Minister for Human Services
- In office 30 January 2007 – 9 March 2007
- Prime Minister: John Howard
- Preceded by: Joe Hockey
- Succeeded by: Chris Ellison

Minister for the Environment and Heritage
- In office 18 July 2004 – 30 January 2007
- Prime Minister: John Howard
- Preceded by: David Kemp
- Succeeded by: Malcolm Turnbull

Minister for Local Government, Territories and Roads
- In office 7 October 2003 – 18 July 2004
- Prime Minister: John Howard
- Preceded by: Wilson Tuckey
- Succeeded by: Jim Lloyd

Senator for Western Australia
- In office 16 May 1990 – 31 May 2007
- Preceded by: Fred Chaney
- Succeeded by: Mathias Cormann

Personal details
- Born: 22 May 1959 (age 66) Perth, Western Australia
- Party: Liberal Party of Australia

= Ian Campbell (Australian politician) =

Australian politician

Ian Gordon Campbell (born 22 May 1959) is an Australian former politician who served as a Senator for Western Australia from 1990 to 2007, representing the Liberal Party. He was a minister in the Howard government from 2003 to 2007.

==Early life==
Campbell was born in Perth, Western Australia and lived for a time in Brisbane where he attended Brisbane Grammar School. He was a commercial and industrial property consultant and company director before entering politics.

==Politics==
Campbell was chosen by the parliament of Western Australia on 16 May 1990 to replace retiring Senator Fred Chaney. He was elected in his own right in 1993, 1998 and 2004. He was a member of the Opposition Shadow Ministry 1994–96.

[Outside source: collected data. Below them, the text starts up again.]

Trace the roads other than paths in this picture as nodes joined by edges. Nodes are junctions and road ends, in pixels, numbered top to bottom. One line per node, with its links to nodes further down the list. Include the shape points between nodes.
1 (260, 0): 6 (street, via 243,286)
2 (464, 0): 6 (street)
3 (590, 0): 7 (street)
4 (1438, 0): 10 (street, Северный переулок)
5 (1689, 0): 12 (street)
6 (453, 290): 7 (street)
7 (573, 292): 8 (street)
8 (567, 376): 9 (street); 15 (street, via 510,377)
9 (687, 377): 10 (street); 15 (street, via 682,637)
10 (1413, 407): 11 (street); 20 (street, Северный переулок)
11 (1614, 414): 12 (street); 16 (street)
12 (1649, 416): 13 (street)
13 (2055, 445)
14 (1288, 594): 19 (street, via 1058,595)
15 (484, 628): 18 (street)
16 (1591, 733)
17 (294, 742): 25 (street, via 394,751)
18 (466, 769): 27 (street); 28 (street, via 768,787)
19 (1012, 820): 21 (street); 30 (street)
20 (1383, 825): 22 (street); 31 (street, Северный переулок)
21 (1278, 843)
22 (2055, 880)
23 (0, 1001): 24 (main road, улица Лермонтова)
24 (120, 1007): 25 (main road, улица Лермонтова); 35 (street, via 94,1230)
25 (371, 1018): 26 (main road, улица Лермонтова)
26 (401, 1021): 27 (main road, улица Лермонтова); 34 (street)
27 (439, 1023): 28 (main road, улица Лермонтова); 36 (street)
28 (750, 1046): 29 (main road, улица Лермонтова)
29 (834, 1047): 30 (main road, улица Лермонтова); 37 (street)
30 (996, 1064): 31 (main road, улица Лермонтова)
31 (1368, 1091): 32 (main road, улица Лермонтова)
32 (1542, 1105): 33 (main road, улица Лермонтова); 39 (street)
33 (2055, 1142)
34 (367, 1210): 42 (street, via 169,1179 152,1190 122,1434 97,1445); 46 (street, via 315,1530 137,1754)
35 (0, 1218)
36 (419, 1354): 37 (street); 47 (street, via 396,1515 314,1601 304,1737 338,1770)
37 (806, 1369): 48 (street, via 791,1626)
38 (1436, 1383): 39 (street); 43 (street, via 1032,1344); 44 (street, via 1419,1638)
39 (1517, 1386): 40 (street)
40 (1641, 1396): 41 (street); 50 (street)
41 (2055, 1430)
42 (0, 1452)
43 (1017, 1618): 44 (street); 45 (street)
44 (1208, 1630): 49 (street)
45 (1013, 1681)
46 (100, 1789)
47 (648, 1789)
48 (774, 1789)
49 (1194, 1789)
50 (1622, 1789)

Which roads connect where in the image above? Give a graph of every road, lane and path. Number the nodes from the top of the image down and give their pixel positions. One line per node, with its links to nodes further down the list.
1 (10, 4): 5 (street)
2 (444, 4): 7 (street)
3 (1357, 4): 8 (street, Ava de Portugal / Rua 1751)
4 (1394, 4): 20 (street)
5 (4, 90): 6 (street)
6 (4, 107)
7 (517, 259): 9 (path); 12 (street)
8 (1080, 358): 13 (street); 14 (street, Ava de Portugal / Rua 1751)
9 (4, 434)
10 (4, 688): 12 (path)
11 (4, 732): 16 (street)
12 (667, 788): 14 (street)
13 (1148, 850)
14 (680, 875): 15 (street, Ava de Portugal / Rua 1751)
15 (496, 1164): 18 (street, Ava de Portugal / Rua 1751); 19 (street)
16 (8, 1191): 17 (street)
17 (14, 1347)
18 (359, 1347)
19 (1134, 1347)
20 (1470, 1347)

In government, he served in numerous roles: Parliamentary Secretary to the Minister for the Environment (1996); Parliamentary Secretary to the Minister for Sport, Territories and Local Government (1996); Parliamentary Secretary to the Leader of the Government in the Senate (1996); Parliamentary Secretary to the Treasurer (1996–98); Parliamentary Secretary to the Minister for Communications, Information Technology and the Arts (1998–2001); and Parliamentary Secretary to the Treasurer (2001–03). He was responsible for overseeing the federal government's preparations for the Y2K bug.

He was involved in presenting the bill that became the Environment Protection and Biodiversity Conservation Act 1999.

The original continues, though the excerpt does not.